##### The data #####
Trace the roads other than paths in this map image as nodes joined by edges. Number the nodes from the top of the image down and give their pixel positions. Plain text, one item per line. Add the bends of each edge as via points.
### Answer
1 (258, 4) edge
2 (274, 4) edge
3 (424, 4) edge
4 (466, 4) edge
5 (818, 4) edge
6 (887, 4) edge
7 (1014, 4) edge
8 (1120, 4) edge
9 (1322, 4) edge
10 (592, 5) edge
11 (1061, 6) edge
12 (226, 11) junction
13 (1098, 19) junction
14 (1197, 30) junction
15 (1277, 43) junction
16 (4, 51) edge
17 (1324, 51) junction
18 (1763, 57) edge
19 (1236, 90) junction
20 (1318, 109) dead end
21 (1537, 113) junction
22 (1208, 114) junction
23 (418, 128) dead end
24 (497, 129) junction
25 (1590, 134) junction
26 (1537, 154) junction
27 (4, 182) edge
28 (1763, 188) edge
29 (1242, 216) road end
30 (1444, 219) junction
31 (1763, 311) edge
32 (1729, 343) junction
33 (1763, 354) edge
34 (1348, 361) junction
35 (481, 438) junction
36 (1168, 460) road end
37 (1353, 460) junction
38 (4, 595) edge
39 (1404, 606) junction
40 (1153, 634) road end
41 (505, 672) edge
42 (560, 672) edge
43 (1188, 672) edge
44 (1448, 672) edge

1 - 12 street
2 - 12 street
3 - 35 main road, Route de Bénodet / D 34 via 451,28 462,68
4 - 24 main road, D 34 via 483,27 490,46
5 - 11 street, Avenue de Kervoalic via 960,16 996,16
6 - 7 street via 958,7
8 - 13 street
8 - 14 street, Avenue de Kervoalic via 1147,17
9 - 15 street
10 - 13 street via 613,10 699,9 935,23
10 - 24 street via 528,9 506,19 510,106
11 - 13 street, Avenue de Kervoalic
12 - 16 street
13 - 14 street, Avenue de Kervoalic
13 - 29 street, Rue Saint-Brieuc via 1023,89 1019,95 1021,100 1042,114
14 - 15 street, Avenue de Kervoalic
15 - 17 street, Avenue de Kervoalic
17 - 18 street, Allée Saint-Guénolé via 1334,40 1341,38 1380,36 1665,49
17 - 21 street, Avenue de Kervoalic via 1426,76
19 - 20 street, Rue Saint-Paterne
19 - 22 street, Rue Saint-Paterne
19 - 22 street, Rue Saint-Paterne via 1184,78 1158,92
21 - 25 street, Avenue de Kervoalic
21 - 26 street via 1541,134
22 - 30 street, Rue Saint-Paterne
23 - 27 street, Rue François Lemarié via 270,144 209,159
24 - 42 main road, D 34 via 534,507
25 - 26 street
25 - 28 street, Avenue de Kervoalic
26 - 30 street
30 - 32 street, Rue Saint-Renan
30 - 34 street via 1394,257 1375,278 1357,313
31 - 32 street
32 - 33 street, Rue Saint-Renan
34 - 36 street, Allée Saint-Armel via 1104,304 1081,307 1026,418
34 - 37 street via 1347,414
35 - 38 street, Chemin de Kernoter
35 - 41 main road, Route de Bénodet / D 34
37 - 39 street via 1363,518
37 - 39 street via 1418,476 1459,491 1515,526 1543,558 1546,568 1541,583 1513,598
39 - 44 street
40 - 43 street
#####
- _Task to complete_: Print out the whole of the material above exactly.

- _Output for this exercise_:
Trace the roads other than paths in this map image as nodes joined by edges. Number the nodes from the top of the image down and give their pixel positions. Plain text, one item per line. Add the bends of each edge as via points.
### Answer
1 (258, 4) edge
2 (274, 4) edge
3 (424, 4) edge
4 (466, 4) edge
5 (818, 4) edge
6 (887, 4) edge
7 (1014, 4) edge
8 (1120, 4) edge
9 (1322, 4) edge
10 (592, 5) edge
11 (1061, 6) edge
12 (226, 11) junction
13 (1098, 19) junction
14 (1197, 30) junction
15 (1277, 43) junction
16 (4, 51) edge
17 (1324, 51) junction
18 (1763, 57) edge
19 (1236, 90) junction
20 (1318, 109) dead end
21 (1537, 113) junction
22 (1208, 114) junction
23 (418, 128) dead end
24 (497, 129) junction
25 (1590, 134) junction
26 (1537, 154) junction
27 (4, 182) edge
28 (1763, 188) edge
29 (1242, 216) road end
30 (1444, 219) junction
31 (1763, 311) edge
32 (1729, 343) junction
33 (1763, 354) edge
34 (1348, 361) junction
35 (481, 438) junction
36 (1168, 460) road end
37 (1353, 460) junction
38 (4, 595) edge
39 (1404, 606) junction
40 (1153, 634) road end
41 (505, 672) edge
42 (560, 672) edge
43 (1188, 672) edge
44 (1448, 672) edge

1 - 12 street
2 - 12 street
3 - 35 main road, Route de Bénodet / D 34 via 451,28 462,68
4 - 24 main road, D 34 via 483,27 490,46
5 - 11 street, Avenue de Kervoalic via 960,16 996,16
6 - 7 street via 958,7
8 - 13 street
8 - 14 street, Avenue de Kervoalic via 1147,17
9 - 15 street
10 - 13 street via 613,10 699,9 935,23
10 - 24 street via 528,9 506,19 510,106
11 - 13 street, Avenue de Kervoalic
12 - 16 street
13 - 14 street, Avenue de Kervoalic
13 - 29 street, Rue Saint-Brieuc via 1023,89 1019,95 1021,100 1042,114
14 - 15 street, Avenue de Kervoalic
15 - 17 street, Avenue de Kervoalic
17 - 18 street, Allée Saint-Guénolé via 1334,40 1341,38 1380,36 1665,49
17 - 21 street, Avenue de Kervoalic via 1426,76
19 - 20 street, Rue Saint-Paterne
19 - 22 street, Rue Saint-Paterne
19 - 22 street, Rue Saint-Paterne via 1184,78 1158,92
21 - 25 street, Avenue de Kervoalic
21 - 26 street via 1541,134
22 - 30 street, Rue Saint-Paterne
23 - 27 street, Rue François Lemarié via 270,144 209,159
24 - 42 main road, D 34 via 534,507
25 - 26 street
25 - 28 street, Avenue de Kervoalic
26 - 30 street
30 - 32 street, Rue Saint-Renan
30 - 34 street via 1394,257 1375,278 1357,313
31 - 32 street
32 - 33 street, Rue Saint-Renan
34 - 36 street, Allée Saint-Armel via 1104,304 1081,307 1026,418
34 - 37 street via 1347,414
35 - 38 street, Chemin de Kernoter
35 - 41 main road, Route de Bénodet / D 34
37 - 39 street via 1363,518
37 - 39 street via 1418,476 1459,491 1515,526 1543,558 1546,568 1541,583 1513,598
39 - 44 street
40 - 43 street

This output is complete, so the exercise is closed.